This appeal arises under the Texas Workers’ Compensation Act, TEX. REV. CIV. STAT. ANN. arts. 8309-1.01 et seq. (Vernon Supp. 1993) (1989 Act). A contested case hearing was held in (city), Texas, on September 25, 1992, with the record left open until October 30th for receipt of further evidence. The hearing officer, (hearing officer), held that the claimant’s neck problems are a part of the compensable injury he suffered on (date of injury), and that he has suffered disability since March 2, 1992. The hearing officer accordingly ordered the self-insured governmental entity (hereinafter “employer/carrier”), who is the appellant in this action, to pay medical benefits and temporary income benefits in accordance with these determinations. The carrier has requested our review of this decision, contending that the hearing officer’s determination regarding the claimant’s neck injury is against the great weight and preponderance of the evidence.
DECISION
We affirm the decision and order of the hearing officer.
The claimant was employed by the employer/carrier as a laborer. On (date of injury), he testified that he was at a remote site painting gates. He had driven to the site in employer/carrier’s pickup truck, which had a history of jumping out of gear from park to reverse. He said this problem had been reported but no action had been taken to fix the truck. On the day in question, claimant got out of the truck to shut the gate when the truck jumped out of gear and started rolling.
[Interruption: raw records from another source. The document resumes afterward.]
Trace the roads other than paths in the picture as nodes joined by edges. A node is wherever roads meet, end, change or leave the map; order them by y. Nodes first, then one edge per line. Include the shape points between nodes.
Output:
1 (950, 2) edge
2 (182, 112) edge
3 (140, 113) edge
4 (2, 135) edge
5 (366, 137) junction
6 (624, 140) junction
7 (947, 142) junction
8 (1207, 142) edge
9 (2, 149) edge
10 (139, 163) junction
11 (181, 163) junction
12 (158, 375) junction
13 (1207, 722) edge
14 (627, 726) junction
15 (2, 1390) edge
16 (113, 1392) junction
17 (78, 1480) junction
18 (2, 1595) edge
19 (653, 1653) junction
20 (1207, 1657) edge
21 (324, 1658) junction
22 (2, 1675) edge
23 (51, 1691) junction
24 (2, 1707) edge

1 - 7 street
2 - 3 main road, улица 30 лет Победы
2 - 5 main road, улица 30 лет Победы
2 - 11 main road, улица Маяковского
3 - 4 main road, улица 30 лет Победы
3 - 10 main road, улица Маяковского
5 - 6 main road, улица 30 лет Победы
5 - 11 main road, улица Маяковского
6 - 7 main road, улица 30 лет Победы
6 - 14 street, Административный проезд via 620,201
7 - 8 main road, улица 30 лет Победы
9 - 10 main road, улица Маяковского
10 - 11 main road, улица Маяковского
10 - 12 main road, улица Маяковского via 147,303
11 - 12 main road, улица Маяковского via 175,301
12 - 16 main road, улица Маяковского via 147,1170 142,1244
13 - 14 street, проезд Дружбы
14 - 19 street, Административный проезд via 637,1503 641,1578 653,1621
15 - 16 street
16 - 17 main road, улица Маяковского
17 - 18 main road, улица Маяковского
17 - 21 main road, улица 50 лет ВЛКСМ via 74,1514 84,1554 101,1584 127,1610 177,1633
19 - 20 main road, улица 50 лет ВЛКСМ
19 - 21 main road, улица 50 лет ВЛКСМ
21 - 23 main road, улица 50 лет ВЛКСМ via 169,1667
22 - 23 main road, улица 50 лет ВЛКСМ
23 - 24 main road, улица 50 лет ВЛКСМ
The open door of the truck struck the claimant in the right upper arm, just below his shoulder. At the time, the pain was mostly in his arm. The same day, he reported the incident to his supervisor and filled out an accident report. He did not see a doctor until nearly a month after the incident, although he said he suffered pain in his arm and the area between his shoulder and neck during that time.
Claimant was first treated by (Dr. T), who ordered x-rays, gave him medication, and sent him to physical therapy. She released him to return to work on December 11, 1991, the same day she initially saw him. In an August 24, 1992 letter Dr. T said when she first saw claimant he was complaining of right upper arm pain, some neck pain and numbness to his hand. When she first examined him, Dr. T found spasms in the muscles of his upper back, but said his x-rays of the shoulder and arm were within normal limits. When the claimant on a follow-up visit complained of more pain radiating down his arm and increasing pain to his upper shoulder muscles, she ordered cervical x-rays which showed more straightening of the normal lordotic curve with some very mild degenerative changes. She stated that at that point she felt his diagnosis was cervical radiculopathy or pinched nerve in the neck. A later MRI scan of the neck in February 1992 showed minor defects at several cervical spinal levels, but no herniated discs or other lesions.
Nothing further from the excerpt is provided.